Work to be completed:
Scan the entries below. List each line with "Trace".

——

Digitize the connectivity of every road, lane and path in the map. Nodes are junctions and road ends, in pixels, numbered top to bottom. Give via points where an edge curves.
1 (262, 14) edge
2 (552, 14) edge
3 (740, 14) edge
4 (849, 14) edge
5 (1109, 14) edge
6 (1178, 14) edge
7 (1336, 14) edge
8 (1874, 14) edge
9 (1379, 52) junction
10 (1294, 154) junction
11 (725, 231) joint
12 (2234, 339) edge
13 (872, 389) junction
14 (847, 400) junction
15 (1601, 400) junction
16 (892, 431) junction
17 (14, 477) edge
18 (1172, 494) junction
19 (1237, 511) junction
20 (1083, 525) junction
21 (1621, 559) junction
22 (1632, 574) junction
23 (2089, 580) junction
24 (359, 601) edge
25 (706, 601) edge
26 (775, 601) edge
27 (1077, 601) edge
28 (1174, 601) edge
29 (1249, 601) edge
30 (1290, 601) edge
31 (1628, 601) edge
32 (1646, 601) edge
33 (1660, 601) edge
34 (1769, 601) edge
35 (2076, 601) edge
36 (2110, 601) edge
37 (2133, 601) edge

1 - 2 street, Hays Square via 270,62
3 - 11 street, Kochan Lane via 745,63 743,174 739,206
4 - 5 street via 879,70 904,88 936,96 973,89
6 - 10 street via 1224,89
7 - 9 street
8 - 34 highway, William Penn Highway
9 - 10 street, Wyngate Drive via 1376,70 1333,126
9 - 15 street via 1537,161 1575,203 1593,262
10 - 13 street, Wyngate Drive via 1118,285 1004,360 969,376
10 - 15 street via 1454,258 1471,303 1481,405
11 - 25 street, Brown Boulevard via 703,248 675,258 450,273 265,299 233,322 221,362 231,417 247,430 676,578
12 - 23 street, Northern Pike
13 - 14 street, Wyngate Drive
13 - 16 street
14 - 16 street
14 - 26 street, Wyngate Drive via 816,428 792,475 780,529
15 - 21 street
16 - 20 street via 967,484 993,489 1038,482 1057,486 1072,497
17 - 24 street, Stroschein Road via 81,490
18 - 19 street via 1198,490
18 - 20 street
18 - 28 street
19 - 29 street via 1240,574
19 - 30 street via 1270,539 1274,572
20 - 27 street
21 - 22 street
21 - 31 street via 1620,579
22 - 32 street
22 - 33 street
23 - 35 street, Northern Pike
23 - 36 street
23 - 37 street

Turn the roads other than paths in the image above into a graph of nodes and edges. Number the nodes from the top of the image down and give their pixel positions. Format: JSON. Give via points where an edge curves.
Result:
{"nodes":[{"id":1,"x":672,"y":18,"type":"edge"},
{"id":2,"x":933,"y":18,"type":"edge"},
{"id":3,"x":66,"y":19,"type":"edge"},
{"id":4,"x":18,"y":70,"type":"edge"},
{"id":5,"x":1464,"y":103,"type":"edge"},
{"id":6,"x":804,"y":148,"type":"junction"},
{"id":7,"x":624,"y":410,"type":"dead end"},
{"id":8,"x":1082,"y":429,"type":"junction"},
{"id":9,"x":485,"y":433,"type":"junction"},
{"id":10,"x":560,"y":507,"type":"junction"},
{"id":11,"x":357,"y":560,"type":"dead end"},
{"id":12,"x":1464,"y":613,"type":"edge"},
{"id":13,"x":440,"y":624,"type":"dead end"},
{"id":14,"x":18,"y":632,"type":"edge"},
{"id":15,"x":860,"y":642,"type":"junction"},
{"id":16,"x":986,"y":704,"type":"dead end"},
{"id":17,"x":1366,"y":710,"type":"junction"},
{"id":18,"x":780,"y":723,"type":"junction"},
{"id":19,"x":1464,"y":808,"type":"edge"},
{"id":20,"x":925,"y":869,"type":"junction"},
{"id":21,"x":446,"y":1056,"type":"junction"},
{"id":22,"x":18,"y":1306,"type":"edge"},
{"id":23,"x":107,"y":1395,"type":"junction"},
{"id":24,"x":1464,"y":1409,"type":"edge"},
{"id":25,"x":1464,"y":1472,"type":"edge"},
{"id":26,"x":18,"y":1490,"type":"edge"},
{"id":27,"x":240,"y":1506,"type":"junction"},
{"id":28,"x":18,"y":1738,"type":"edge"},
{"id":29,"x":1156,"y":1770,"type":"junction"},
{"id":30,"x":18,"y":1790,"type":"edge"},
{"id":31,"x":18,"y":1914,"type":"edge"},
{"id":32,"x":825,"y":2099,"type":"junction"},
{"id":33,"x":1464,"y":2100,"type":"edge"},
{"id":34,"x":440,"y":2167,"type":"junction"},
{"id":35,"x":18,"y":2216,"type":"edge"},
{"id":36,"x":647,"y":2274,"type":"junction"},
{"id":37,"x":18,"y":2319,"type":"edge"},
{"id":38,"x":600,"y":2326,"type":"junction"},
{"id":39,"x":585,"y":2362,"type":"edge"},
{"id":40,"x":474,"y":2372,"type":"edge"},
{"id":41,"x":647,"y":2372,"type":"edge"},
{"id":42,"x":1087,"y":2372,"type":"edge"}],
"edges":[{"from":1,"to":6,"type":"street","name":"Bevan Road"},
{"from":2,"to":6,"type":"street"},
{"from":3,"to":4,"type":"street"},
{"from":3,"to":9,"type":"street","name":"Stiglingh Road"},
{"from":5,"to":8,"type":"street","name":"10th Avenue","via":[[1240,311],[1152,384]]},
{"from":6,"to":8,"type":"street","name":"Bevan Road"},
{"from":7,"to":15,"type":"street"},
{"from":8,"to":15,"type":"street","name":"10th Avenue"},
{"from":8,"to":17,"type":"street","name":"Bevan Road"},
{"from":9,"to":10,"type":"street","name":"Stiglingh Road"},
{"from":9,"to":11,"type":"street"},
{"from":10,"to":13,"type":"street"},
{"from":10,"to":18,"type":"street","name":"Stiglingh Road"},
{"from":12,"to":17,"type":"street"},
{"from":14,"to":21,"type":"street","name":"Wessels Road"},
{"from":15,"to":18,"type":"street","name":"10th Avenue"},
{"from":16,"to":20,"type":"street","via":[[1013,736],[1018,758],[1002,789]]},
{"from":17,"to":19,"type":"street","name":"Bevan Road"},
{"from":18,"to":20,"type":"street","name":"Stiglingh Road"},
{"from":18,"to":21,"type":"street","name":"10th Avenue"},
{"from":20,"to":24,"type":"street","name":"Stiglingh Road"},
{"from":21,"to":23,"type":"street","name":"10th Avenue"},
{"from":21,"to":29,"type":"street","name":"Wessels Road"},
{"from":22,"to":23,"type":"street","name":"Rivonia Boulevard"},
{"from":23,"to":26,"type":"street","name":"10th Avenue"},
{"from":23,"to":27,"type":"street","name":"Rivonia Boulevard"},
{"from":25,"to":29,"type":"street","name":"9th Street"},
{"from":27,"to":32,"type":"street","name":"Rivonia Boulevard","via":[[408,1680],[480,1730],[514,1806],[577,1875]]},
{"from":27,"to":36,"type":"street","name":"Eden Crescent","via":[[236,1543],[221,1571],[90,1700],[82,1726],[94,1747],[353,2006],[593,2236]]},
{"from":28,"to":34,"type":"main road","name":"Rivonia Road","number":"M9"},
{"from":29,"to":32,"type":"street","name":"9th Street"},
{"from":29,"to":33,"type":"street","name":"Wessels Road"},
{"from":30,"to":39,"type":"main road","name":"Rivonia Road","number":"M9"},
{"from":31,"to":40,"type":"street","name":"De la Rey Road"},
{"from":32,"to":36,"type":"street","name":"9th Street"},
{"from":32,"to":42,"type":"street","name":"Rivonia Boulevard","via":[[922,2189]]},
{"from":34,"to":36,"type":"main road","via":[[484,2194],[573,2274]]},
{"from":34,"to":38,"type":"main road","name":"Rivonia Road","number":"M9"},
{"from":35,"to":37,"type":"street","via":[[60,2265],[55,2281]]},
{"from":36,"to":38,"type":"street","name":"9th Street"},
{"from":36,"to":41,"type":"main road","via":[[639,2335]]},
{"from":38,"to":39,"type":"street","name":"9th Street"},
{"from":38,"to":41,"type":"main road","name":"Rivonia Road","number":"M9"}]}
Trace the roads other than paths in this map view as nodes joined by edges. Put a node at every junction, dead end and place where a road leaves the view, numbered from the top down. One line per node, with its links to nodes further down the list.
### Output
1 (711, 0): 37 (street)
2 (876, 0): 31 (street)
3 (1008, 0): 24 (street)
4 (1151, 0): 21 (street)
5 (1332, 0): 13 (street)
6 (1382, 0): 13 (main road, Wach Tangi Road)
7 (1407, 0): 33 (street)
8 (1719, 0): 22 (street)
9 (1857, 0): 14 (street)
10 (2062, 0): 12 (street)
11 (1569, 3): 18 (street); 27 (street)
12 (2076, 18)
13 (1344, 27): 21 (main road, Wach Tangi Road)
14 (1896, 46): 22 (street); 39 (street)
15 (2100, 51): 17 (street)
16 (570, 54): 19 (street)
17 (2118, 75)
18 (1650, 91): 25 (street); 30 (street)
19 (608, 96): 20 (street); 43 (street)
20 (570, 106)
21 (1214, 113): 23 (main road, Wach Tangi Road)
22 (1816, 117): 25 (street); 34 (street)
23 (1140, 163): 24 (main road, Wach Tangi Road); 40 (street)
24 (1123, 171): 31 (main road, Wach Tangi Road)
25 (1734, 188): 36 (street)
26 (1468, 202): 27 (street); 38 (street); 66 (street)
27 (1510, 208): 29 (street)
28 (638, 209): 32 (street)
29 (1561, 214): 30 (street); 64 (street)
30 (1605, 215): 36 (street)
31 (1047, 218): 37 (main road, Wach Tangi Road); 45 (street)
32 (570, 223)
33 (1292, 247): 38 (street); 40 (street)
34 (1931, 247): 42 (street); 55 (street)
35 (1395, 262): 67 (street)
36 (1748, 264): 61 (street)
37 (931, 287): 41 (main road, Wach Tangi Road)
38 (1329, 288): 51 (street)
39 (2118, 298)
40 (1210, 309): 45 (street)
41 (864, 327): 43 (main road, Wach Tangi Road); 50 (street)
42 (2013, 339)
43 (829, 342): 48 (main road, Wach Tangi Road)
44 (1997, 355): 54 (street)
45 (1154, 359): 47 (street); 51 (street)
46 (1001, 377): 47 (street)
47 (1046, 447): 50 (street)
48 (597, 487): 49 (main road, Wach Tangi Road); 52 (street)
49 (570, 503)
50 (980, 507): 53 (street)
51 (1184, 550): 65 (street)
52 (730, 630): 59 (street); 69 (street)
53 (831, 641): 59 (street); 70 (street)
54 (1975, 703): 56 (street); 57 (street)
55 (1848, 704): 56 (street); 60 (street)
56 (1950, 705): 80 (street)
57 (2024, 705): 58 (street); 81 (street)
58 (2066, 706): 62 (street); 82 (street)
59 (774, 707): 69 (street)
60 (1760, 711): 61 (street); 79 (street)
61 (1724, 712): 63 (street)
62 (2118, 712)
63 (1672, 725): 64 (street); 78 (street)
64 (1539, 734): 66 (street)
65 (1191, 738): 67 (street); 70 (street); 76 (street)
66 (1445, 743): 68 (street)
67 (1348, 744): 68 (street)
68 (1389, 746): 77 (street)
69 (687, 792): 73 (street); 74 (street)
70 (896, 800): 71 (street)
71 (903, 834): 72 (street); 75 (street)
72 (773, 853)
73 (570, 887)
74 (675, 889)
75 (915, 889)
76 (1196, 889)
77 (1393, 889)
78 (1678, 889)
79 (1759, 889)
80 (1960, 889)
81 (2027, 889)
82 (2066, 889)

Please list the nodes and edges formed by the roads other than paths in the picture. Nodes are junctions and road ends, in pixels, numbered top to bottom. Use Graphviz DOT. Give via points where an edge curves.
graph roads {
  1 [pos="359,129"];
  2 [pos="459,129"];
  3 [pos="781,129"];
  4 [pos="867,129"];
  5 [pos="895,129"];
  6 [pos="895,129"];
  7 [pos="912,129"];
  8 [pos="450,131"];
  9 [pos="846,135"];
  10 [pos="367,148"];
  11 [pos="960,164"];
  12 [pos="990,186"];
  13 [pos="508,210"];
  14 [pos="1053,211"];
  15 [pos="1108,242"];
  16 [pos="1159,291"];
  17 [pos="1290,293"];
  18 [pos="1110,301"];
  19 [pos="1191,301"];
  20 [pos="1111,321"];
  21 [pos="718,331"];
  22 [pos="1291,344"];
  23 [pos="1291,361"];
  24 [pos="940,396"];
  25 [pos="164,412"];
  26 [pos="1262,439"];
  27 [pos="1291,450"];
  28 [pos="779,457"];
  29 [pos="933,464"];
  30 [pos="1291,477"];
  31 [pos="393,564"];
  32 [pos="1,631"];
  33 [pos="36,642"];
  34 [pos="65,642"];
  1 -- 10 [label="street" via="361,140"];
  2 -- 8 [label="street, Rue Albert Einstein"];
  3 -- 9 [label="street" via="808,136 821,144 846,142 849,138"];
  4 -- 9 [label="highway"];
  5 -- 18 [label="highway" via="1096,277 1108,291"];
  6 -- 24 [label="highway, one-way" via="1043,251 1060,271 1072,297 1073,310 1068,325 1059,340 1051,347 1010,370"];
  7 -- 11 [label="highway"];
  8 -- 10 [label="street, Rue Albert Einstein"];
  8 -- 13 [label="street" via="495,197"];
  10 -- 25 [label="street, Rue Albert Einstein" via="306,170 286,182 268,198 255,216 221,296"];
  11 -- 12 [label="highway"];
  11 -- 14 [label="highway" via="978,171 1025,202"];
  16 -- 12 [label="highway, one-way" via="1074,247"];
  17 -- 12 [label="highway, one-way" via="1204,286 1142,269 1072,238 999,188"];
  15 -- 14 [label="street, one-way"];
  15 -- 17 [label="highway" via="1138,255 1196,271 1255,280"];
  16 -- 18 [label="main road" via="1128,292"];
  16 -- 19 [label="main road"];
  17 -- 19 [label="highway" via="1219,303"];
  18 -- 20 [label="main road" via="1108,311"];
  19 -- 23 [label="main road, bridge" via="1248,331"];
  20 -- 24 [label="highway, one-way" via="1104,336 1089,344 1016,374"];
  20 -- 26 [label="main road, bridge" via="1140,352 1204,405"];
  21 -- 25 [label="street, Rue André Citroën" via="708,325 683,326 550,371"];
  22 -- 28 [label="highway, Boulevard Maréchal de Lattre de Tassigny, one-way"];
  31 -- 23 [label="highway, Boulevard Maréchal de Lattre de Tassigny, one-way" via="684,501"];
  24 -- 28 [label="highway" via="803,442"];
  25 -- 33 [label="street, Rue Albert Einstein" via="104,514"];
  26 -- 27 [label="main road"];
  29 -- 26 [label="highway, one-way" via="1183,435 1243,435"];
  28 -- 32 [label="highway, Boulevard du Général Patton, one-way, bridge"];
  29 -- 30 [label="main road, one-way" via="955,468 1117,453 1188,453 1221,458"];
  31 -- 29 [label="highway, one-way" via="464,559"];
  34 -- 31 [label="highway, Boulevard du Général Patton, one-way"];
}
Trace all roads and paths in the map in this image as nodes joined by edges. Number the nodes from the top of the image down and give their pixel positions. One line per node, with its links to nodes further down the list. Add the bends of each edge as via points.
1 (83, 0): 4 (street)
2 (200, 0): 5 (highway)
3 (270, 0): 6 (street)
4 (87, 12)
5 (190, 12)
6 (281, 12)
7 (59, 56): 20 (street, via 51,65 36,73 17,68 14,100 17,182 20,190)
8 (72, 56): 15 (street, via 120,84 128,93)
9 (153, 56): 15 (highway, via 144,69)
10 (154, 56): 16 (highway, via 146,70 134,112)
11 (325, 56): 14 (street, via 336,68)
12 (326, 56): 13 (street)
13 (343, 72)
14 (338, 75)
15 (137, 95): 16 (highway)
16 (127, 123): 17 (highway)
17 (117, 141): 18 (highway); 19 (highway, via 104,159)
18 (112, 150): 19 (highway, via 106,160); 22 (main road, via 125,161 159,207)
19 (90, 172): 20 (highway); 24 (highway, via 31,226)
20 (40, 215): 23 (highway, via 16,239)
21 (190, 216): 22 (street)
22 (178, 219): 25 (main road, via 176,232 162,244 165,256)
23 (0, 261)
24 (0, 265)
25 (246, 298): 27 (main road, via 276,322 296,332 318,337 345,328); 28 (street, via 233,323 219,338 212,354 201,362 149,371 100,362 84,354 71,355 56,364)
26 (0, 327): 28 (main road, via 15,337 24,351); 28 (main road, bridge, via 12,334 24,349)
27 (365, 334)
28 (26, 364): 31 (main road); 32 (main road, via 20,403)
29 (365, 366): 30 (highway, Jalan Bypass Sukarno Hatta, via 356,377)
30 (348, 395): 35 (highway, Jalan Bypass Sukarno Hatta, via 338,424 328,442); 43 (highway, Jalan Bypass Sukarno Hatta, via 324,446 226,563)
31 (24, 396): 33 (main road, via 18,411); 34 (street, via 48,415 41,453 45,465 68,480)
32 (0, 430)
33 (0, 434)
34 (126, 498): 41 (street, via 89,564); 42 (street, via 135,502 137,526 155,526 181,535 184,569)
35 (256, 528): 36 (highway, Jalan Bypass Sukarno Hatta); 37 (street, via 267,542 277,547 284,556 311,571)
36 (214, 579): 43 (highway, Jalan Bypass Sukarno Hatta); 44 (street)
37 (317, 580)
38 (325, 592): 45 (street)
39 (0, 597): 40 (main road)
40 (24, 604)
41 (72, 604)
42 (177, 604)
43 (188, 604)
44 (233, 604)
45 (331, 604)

——

Solution to this exercise:
Trace the roads other than paths in this map view as nodes joined by edges. Put a node at every junction, dead end and place where a road leaves the view, numbered from the top down. One line per node, with its links to nodes further down the list.
Trace all roads and paths in the map in this image as nodes joined by edges. Number the nodes from the top of the image down and give their pixel positions. One line per node, with its links to nodes further down the list. Add the bends of each edge as via points.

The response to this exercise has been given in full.